こういう古い引用を読んで気づくことは、人の発想って100年たってもあんまかわんないな~ってことである。

いまは確立されてる理論が100年前よりはずいぶん増えてるので、「こうかも」って思ったらすぐに大体、その直観を肯定なり否定なりしてくれる文献に出会ったりするんだけど、その分、ひとつのこと言うにも先人の意見を、調べて読んで理解・解釈して、ってことが科学論文を書くにはかならず必要(たぶん)。

100年前の人はけっこう好き勝手に言えていいねぇ、と思うのと、でも自分にまとわりついてるもろもろの知識を一旦わすれてみたら、自分も100年前の人も思いつくことってかわんないな~、たぶん、人間の感覚的な直観(直感?)ってなかなかかわることないんじゃないかな~、って思う。

そう思うと、なんとなく人間存在がかわいらしく思えて、きもちがほっこりする。

100年前の学者も、いまの研究者のたまごも、ひとしくかわいらしい存在。


おまけ:
最近、人ってチョーかわいいね、と思ったのは、小林聡美さんのホームページ、小林聡美.jpに、「タイの人は一生に一度でいいから雪を見てみたいって思ってる」って書いてあったこと。

それは小林さんとフィンランドにすむ日本人のかたの文通メールのコーナーなんだけど、いっぽう「フィンランドの人はバカンスに南国に行くと、日光がうれしくて、紫外線対策せずに真っ赤に日焼けして、見てると痛そうなんだけど、本人たちはいたって日焼けがうれしそう」っていうのも書いてあった。

光るものがある。

2009-07-11 00:46:34 | 言語研究
ほとんどが言われてきたことのくり返し。

あたり前のことを毎回なぞる。

あたり前のことでも、けっこう忘れたり忘れられたりしてるから。

たぶん、よい研究って、なにかひとつ輝くエッセンスが入ってるものだと思う。

わたしはそう感じる。

目新しいのがいいってわけじゃないんだ。


むかし、母が「美人って、顔の造作っていうより、美のエッセンスがかかってる人よねぇ」みたいなことを言っていた。

研究もそうなんじゃないかと思って。

叡智のエッセンスをふりかけて☆

稚拙さとの闘い、は止めにして。

2009-07-09 19:28:53 | 言語研究
稚拙さとは闘いたくなるものだ。

いつも、自分が子供じみてるんじゃないか、とか、こんなこと言ったらアホに聞こえるんじゃないか、とか心配してきた。

最近は、腹括って、だいぶ言うようになったけど。

勘違いかもしれないし、場違いかもしれないけど、そうであっても気がついたことは大事だと思って。

大事にしようと思って。

考えてみれば、人のことってみんなそんなに気にしてないわけで。

場違いな発言をしたら、救ってくれる人こそいても、そこにつけいって傷つけようとするような人はいなくて。

まぁ、それは環境に恵まれてるってことみたいだけど。

(いやぁ、ほんとに、先生も先輩も善意の塊みたいな人ばっかなんですね。それで逆に、そういう善意に十分に応えられてない自分が情けなくなってつらかった日々もあったんですけど。)
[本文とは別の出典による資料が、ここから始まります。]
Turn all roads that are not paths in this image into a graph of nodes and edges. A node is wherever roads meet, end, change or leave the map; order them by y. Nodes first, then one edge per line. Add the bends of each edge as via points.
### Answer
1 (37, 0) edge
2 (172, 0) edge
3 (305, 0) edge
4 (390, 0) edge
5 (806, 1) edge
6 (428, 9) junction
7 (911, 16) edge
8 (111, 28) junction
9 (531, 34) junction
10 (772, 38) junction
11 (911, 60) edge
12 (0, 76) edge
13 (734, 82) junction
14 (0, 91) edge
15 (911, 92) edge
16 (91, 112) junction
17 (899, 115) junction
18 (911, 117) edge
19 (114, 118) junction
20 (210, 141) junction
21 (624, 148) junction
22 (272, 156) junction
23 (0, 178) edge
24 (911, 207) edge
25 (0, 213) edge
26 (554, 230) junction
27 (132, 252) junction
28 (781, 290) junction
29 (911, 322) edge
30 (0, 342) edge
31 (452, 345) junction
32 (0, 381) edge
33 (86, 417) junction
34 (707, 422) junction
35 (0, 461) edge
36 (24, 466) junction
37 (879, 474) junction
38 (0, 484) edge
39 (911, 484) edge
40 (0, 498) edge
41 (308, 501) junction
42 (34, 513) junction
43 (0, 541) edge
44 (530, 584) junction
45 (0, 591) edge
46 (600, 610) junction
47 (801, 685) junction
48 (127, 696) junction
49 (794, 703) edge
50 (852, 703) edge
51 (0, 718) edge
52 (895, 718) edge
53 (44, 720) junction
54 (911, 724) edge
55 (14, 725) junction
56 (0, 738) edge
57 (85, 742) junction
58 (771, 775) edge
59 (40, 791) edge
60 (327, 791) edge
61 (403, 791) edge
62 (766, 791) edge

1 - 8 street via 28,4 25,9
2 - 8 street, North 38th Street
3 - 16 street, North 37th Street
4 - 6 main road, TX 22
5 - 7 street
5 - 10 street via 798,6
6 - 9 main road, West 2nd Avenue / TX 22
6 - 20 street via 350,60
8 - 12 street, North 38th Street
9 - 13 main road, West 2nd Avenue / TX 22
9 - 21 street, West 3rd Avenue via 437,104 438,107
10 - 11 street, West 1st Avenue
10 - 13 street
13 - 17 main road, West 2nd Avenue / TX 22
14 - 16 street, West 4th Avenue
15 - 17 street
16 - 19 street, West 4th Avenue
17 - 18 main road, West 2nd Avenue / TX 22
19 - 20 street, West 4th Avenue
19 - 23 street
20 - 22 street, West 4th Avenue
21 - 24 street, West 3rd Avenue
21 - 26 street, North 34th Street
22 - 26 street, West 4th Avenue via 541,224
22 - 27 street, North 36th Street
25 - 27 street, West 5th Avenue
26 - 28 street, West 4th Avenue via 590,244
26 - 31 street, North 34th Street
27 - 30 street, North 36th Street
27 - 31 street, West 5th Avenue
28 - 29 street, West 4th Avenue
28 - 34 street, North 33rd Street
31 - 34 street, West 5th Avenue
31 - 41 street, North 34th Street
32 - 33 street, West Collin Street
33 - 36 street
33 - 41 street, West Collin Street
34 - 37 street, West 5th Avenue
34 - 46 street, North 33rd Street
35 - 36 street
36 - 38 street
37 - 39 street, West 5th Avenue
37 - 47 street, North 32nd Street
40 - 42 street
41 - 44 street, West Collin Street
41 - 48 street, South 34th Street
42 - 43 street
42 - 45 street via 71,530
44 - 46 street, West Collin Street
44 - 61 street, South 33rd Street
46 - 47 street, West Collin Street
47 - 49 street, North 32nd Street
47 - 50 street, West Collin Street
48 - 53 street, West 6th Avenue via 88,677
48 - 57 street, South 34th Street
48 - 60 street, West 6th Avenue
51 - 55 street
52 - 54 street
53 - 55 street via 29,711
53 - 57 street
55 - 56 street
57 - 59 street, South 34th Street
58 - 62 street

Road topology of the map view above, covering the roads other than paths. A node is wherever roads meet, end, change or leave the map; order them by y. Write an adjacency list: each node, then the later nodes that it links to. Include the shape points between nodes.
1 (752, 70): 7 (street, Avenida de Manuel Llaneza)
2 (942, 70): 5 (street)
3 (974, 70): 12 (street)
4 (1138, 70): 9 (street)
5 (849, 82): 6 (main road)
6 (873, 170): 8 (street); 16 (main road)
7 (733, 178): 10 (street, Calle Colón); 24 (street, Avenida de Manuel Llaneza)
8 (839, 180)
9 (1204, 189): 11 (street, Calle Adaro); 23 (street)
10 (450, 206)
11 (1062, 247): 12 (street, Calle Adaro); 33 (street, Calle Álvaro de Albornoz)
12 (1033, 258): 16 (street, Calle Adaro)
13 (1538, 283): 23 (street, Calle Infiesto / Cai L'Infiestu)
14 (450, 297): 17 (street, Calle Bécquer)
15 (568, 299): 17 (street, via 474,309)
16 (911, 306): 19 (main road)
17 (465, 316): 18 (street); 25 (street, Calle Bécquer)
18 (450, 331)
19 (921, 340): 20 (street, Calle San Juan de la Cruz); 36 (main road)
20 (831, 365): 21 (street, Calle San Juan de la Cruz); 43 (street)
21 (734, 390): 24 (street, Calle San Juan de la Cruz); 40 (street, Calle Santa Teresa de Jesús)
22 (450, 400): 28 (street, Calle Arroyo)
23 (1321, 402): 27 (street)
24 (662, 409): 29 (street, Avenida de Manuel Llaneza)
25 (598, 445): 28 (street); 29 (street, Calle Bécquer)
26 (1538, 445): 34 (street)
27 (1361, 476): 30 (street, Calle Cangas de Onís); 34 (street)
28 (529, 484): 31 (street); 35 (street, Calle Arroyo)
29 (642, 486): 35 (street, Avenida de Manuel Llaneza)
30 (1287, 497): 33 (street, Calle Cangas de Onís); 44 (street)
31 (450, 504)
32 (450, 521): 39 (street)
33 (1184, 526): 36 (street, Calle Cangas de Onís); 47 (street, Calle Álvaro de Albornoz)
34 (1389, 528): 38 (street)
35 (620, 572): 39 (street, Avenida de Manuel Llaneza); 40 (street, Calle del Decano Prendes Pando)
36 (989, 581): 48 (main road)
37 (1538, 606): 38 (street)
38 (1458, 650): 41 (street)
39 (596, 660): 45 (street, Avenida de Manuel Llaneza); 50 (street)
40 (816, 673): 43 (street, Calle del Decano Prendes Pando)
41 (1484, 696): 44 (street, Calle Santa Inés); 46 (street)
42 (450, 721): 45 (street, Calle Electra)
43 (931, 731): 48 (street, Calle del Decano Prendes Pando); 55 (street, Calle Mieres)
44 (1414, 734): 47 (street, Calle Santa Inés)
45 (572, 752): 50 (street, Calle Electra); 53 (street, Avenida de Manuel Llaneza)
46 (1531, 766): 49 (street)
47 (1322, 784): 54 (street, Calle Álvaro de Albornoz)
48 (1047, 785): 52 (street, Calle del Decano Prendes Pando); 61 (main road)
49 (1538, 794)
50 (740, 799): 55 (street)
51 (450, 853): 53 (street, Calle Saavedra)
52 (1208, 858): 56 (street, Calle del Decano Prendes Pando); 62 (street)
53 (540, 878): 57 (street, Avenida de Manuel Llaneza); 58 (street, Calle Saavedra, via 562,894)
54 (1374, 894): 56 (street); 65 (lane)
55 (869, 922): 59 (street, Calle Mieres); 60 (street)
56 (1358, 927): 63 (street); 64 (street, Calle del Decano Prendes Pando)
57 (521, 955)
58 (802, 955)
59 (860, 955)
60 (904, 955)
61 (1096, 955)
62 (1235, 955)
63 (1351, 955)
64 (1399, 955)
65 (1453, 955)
まぁ、気がついたことのひとつに‘テクニックだけ磨いてもどうしようもない’というのがありまして。

形より先にくるものって絶対あって。

それはなにかアイディアだったり、発見だったり、信念だったり、熱意だったりすると思うんだけど。

それがなかったら、いくら話上手でもプレゼン上手でも仕方ない。

自分のことはよくわかんないけど、人見てたらけっこうわかりますね。

まぁ、熱意のある人はプレゼンも上手かったりするんですけど(笑)。

まぁ、そんなことで、こんな口下手で緊張しぃのわたしに一定の評価をくださってる先生方は、なにか別の部分を見てくださってると信じて、自分の興味を貫いていこうと思ってます。

最近は、決意めいた内容が多くなってますね。

ここ2、3日は夏バテ気味なんですが(あぁ、残念っ)、気持ちを盛り立てていこうと思ってます。

自分が何をやっているのか知る。

2009-07-07 20:05:40 | 言語研究
自分が何をやっているのか知ることが、大事だなぁと思う。

もちろん、子供の頃はそんなことわからずに生きてたんだけど。

なんだろ、意識を持つ、っていう常套句の意味を知る感じ。

そういうのって、人から言われて、わかるようになることでもなくて。

どうやってわかるようになったかと言ったら、失敗を重ねて、わかるようになった気がしてる。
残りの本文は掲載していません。